У подножия Эсквилина граждане, не потерявшие в панике рассудка, возвели на его пути баррикаду из останков рухнувших жилищ. Тут и куски драгоценного мрамора, и обломки мостовой, и части разбитых фамильных реликвий: то каменные кудри мелькнут в бесформенных нагромождениях, то пальцы все еще простертой каменной руки...

Садов Эсквилина пожар не тронул.

Император стоит на открытой площадке Меценатовой Башни, прислонившись к шершавой поверхности низко прорезанной арки. Догорающий Рим пьянит его и пугает.

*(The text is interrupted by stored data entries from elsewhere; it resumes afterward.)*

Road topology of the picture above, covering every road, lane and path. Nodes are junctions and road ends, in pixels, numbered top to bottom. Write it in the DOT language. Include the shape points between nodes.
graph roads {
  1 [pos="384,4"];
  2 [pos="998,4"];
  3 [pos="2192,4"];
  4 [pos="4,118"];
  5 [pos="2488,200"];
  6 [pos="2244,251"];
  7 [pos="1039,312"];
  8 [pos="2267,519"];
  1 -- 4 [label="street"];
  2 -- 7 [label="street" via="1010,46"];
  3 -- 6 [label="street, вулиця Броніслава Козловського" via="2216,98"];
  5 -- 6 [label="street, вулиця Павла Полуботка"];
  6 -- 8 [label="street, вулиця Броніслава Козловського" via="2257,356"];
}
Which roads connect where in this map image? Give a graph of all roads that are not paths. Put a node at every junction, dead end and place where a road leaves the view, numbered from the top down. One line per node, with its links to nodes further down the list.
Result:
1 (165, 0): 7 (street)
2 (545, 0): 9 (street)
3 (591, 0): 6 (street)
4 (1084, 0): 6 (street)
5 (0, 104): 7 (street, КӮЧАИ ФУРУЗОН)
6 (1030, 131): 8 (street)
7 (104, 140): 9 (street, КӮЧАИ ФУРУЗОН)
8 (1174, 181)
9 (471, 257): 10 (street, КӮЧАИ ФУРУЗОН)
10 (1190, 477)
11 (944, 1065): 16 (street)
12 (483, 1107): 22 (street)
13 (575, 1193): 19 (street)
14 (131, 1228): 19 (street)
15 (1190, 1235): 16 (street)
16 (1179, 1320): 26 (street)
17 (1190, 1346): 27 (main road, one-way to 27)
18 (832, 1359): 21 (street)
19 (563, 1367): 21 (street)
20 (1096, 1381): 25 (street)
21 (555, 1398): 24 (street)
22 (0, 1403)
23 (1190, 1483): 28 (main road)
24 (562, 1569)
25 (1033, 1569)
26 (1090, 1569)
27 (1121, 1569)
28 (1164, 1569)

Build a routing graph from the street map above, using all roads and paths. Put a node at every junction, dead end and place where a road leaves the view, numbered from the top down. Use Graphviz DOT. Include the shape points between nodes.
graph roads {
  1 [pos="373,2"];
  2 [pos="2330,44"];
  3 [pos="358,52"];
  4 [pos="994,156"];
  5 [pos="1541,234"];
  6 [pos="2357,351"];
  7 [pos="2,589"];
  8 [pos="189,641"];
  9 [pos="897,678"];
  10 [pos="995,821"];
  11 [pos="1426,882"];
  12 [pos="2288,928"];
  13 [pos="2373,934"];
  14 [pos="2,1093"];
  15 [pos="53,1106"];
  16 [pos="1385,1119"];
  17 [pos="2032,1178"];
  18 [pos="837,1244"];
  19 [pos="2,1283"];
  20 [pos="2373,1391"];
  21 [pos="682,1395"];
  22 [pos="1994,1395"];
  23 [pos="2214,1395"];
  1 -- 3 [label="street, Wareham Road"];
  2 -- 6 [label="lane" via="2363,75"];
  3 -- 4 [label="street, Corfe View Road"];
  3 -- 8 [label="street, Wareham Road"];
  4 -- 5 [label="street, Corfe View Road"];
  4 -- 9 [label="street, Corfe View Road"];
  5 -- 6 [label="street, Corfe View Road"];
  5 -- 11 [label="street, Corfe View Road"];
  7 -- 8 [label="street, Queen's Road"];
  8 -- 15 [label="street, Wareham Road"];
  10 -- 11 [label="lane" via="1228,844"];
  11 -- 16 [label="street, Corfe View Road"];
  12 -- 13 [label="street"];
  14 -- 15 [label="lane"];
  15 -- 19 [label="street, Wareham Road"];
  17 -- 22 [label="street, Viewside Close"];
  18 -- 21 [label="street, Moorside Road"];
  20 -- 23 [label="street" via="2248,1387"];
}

У ног властителя империи, прямо на каменной плите, сидит, обхватив колени руками, маленькая худенькая женщина. Кроткое и ясное выражение ее лица, по которому трудно угадать возраст — такое оно отрешенно-чистое, совсем не вяжется со слезами, обильно льющимися из глаз. Женщина не отирает их, не всхлипывает, не сморкается, как это обычно делают горько плачущие люди. Слезы льются сами по себе, Актея вся погружена в состояние скорбного покоя. Едкий дым, что тянется от руин, щекочет ее ноздри, и она поднимает узкую ладонь, то прикасаясь к губам, то пытаясь убрать под платок выбившиеся из-под него влажные пряди.

Врут, что император некрасив. Актея любит смотреть на него, когда он в добром расположении духа. Особенно глаза у него хороши. И голос. Небольшой, но звучный.

– О чем ты, Актея?

– О тебе, цезарь.

– Я не боюсь ни огня, ни смерти.

– А своего демона?

– Он – мой.

– Или ты – его?

– Какая разница! Посмотри, как красиво! Мы с тобой как эсхиловы боги сверху смотрим на финал трагедии. Еще бы – хор сюда! Музыка – не украшение, нет! Она – главная героиня. Слепые надмирные стихии говорят ее голосом – это их судьбы, их воления и ошибки движут действие, а не жалкие попытки эдипов и орестов быть людьми. Какая музыка сейчас звучит во мне! Невыразимая музыка!

– Завещай свою голову мне, император.

Он усмехается неожиданно мягко, почти по-детски, и вдруг садится рядом с ней на камень, поджав под себя ноги...

– Что станешь ты делать с моей головой? Набальзамируешь и будешь показывать за деньги?

– Боюсь, это будет единственное, что окажется возможным опознать и похоронить...

– Глупая ты... Кто же так пророчит императору?

Он молчит какое-то время, неприятно насупившись. Потом, больно сжав пальцами ее подбородок, поворачивает к себе это мокрое от слез, слабо светящееся лицо. Несколько мгновений император смотрит в глаза рабыни. Потом резко поднимается... Непередаваемо гибкое движение – и вот он уже стоит на каменной кладке ограждения, отделяющего площадку башни от бездны ночного парка, молчаливо дымящегося внизу. Он балансирует, раскинув руки, похожий на серую страшную птицу, готовую сорваться со скалы ради охотничьего полета... Рим простерт перед его взглядом во всей наготе своего ужаса и позора. Вечное Место...

Нерон на площадке Меценатовой Башни.

 

 

 
 

2.

... как утомительно ноет сирийская флейта!.. Императора мучит жажда.

– Вина! Еще вина!

Молоденький Спор, разодетый и накрашенный, как портовая проститутка, прижался к его левому локтю и смотрит – с подобострастием и затаенной мольбой... Мало ли, что придет на сей раз в императорскую голову.

Нестерпимая жажда!

Высвободив руку, ты поглаживаешь мальчишку по голове, завитой горячими щипцами, почесываешь его под подбородком и за ухом, и он, изображая зверюшку, наслаждающуюся хозяйской лаской, картинно прикрывает глазенки... Здесь ценится хорошая игра.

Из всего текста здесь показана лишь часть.